Jay Cost responds to the Washington Post’s forecasting model that I helped put together:

bq. I find Klein’s model to be particularly unpersuasive, but all these models seem to share a similar problem: they take the blowout elections of 1952, 1956, 1964, 1972, 1980, and 1984 not as historical peculiarities with little relevance to today, but as central tendencies. To put this in plain English, the three variables Klein elaborates (or, for that matter the variables in any model I’ve ever seen) cannot account for the wide gulf between Eisenhower v. Stevenson and Clinton v. Dole. Those were campaigns waged in different ages, yet the the models never acknowledge that and end up basically forcing square pegs into round holes.

Here are some thoughts.

Eisenhower-Stevenson.  This is a small point.  I’m not sure about other models, but the Post model’s prediction for 1952 is within 1 point of the outcome and its prediction for 1956 is almost exactly equal to the outcome.  Those are in-sample predictions.  If we drop the 1952 and 1956 elections from the model one-by-one, reestimate the model, and the calculate an out-of-sample prediction for each election, we get similar results: errors that are, in absolute values, equal to 1.1 and 0.2 points, respectively.  As I’ve said, any individual prediction has a lot of uncertainty, which is why we don’t focus on point predictions and errors in presenting the models’ results.  But ultimately I’m not sure why Cost thinks those elections are so hard to predict.
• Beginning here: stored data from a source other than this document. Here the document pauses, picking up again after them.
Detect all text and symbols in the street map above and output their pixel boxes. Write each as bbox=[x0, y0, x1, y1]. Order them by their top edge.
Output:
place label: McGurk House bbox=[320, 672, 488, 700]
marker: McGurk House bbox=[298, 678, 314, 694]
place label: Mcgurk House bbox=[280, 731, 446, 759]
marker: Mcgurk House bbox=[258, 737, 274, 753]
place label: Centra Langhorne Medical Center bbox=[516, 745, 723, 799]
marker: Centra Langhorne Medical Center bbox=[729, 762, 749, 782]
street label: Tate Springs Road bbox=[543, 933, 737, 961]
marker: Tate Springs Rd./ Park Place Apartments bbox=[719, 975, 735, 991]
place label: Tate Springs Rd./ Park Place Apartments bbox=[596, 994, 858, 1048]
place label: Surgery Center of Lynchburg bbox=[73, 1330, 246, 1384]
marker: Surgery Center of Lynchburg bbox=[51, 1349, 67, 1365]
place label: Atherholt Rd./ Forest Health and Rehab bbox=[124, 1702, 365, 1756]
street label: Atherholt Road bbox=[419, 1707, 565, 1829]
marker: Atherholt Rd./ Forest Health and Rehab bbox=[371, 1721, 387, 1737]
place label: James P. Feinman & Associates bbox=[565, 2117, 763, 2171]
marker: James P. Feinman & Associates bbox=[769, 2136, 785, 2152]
The Fundamentals.  I completely agree with the thrust of Cost’s post.  He says that because of party identification, 90% of the electorate is “locked in.”  I’ve been blogging about that for a while — e.g., here or here or here.  And I agree with Cost when he says:

bq. That’s why I’m keeping an eye on the fundamentals – rather than the horse race polls – until relatively late in the cycle.

One of the fundamentals, according to Cost elsewhere, is presidential approval.  I would guess, hopefully correctly, that he thinks the economy is also a fundamental, since he writes:

bq. It is not like the experts are predicting the economy is going to take off between now and Election Day. Instead, we are going to get more of the same muddled growth at roughly 2-2.5 percent, far less than what is needed to reduce the deficit or create jobs.

Basically, Cost seems to think that the election will depend a lot on presidential approval and economic growth, which are the central components of the model.  In other words, his model of how voters think — a big effect of party identification plus some referendum voting by weaker partisans or independents — is my model too.

This gets at why we build those models in the first place.  We do so not purely as exercises at prediction, but because we think we’re testing theories of voter choice.  You can predict or at least explain elections with lots of things.  Here, Cost even gives you an example.   But generally the forecasting models center on variables that have a theoretical basis, not just predictive value.  In fact, it’s probably more interesting to me to build models that will occasionally fail at prediction, if only because those failures will help us build better theories.

Ultimately, Cost and I agree on the fundamentals but when those fundamentals are put into a model, Cost and others are skeptical.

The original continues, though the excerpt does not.